[<prev] [next>] [<thread-prev] [thread-next>] [day] [month] [year] [list]
Message-ID: <CAH3MdRXk6CDDRPSSao9coBh3V34tFYb6sCUFVosN5bZ4==GExA@mail.gmail.com>
Date: Wed, 19 Sep 2018 21:47:38 -0700
From: Y Song <ys114321@...il.com>
To: Magnus Karlsson <magnus.karlsson@...il.com>
Cc: magnus.karlsson@...el.com,
Björn Töpel <bjorn.topel@...el.com>,
Alexei Starovoitov <ast@...nel.org>,
Daniel Borkmann <daniel@...earbox.net>,
netdev <netdev@...r.kernel.org>
Subject: Re: [PATCH bpf-next 2/2] xsk: fix bug when trying to use both copy
and zero-copy on one queue id
On Wed, Sep 19, 2018 at 12:15 AM Magnus Karlsson
<magnus.karlsson@...il.com> wrote:
>
> On Tue, Sep 18, 2018 at 7:23 PM Y Song <ys114321@...il.com> wrote:
> >
> > On Tue, Sep 18, 2018 at 3:13 AM Magnus Karlsson
> > <magnus.karlsson@...el.com> wrote:
> > >
> > > Previously, the xsk code did not record which umem was bound to a
> > > specific queue id. This was not required if all drivers were zero-copy
> > > enabled as this had to be recorded in the driver anyway. So if a user
> > > tried to bind two umems to the same queue, the driver would say
> > > no. But if copy-mode was first enabled and then zero-copy mode (or the
> > > reverse order), we mistakenly enabled both of them on the same umem
> > > leading to buggy behavior. The main culprit for this is that we did
> > > not store the association of umem to queue id in the copy case and
> > > only relied on the driver reporting this. As this relation was not
> > > stored in the driver for copy mode (it does not rely on the AF_XDP
> > > NDOs), this obviously could not work.
> > >
> > > This patch fixes the problem by always recording the umem to queue id
> > > relationship in the netdev_queue and netdev_rx_queue structs. This way
> > > we always know what kind of umem has been bound to a queue id and can
> > > act appropriately at bind time.
> > >
> > > Signed-off-by: Magnus Karlsson <magnus.karlsson@...el.com>
> > > ---
> > > net/xdp/xdp_umem.c | 87 +++++++++++++++++++++++++++++++++++++++++++-----------
> > > net/xdp/xdp_umem.h | 2 +-
> > > 2 files changed, 71 insertions(+), 18 deletions(-)
> > >
> > > diff --git a/net/xdp/xdp_umem.c b/net/xdp/xdp_umem.c
> > > index b3b632c..12300b5 100644
> > > --- a/net/xdp/xdp_umem.c
> > > +++ b/net/xdp/xdp_umem.c
> > > @@ -42,6 +42,41 @@ void xdp_del_sk_umem(struct xdp_umem *umem, struct xdp_sock *xs)
> > > }
> > > }
> > >
> > > +/* The umem is stored both in the _rx struct and the _tx struct as we do
> > > + * not know if the device has more tx queues than rx, or the opposite.

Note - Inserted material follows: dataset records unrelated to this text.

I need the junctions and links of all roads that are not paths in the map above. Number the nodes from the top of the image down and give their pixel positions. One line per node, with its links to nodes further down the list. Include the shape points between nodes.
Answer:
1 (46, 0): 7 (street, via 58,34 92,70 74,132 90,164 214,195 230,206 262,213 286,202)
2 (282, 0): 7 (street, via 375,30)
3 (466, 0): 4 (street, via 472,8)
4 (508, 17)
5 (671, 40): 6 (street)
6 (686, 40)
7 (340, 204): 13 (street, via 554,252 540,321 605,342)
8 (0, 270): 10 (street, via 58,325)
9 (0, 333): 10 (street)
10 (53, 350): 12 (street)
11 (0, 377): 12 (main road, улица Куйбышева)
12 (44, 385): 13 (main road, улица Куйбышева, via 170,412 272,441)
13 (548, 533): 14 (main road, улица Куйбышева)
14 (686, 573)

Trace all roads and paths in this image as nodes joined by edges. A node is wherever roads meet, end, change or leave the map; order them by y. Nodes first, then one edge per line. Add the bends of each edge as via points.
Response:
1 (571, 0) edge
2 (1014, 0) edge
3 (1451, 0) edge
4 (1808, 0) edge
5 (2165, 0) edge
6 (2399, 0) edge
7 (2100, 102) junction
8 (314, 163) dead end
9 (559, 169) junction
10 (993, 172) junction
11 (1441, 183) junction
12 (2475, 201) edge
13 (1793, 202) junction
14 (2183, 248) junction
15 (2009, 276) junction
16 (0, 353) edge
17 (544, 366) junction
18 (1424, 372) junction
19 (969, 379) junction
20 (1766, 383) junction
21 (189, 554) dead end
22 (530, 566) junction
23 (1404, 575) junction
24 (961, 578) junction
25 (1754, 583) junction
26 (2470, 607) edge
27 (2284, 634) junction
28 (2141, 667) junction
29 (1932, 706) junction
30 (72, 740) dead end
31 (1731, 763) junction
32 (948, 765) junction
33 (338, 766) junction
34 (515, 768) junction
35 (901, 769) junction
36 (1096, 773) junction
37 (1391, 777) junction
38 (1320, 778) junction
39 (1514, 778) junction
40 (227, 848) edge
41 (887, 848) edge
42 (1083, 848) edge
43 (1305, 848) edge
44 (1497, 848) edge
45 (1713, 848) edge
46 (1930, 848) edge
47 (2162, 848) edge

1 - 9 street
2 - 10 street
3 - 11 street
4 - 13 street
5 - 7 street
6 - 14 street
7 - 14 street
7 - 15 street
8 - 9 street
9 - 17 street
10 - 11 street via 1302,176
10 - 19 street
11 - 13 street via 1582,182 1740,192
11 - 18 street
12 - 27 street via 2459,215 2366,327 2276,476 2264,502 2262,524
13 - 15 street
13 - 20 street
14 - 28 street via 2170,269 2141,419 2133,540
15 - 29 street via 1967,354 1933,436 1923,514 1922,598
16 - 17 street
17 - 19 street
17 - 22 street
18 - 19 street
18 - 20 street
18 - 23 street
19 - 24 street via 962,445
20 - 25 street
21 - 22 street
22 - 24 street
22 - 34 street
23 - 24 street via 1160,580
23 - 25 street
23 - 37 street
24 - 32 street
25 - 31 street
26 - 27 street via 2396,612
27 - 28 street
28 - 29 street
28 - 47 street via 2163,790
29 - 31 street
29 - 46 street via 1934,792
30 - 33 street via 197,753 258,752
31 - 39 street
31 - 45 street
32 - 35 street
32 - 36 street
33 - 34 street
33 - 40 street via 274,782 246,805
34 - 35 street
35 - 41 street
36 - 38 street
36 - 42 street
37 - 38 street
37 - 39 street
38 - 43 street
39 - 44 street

> > > + * This might also change during run time.
> > > + */
> > > +static void xdp_reg_umem_at_qid(struct net_device *dev, struct xdp_umem *umem,
> > > + u16 queue_id)
> > > +{
> > > + if (queue_id < dev->real_num_rx_queues)
> > > + dev->_rx[queue_id].umem = umem;
> > > + if (queue_id < dev->real_num_tx_queues)
> > > + dev->_tx[queue_id].umem = umem;
> > > +}
> > > +
> > > +static struct xdp_umem *xdp_get_umem_from_qid(struct net_device *dev,
> > > + u16 queue_id)
> > > +{
> > > + if (queue_id < dev->real_num_rx_queues)
> > > + return dev->_rx[queue_id].umem;
> > > + if (queue_id < dev->real_num_tx_queues)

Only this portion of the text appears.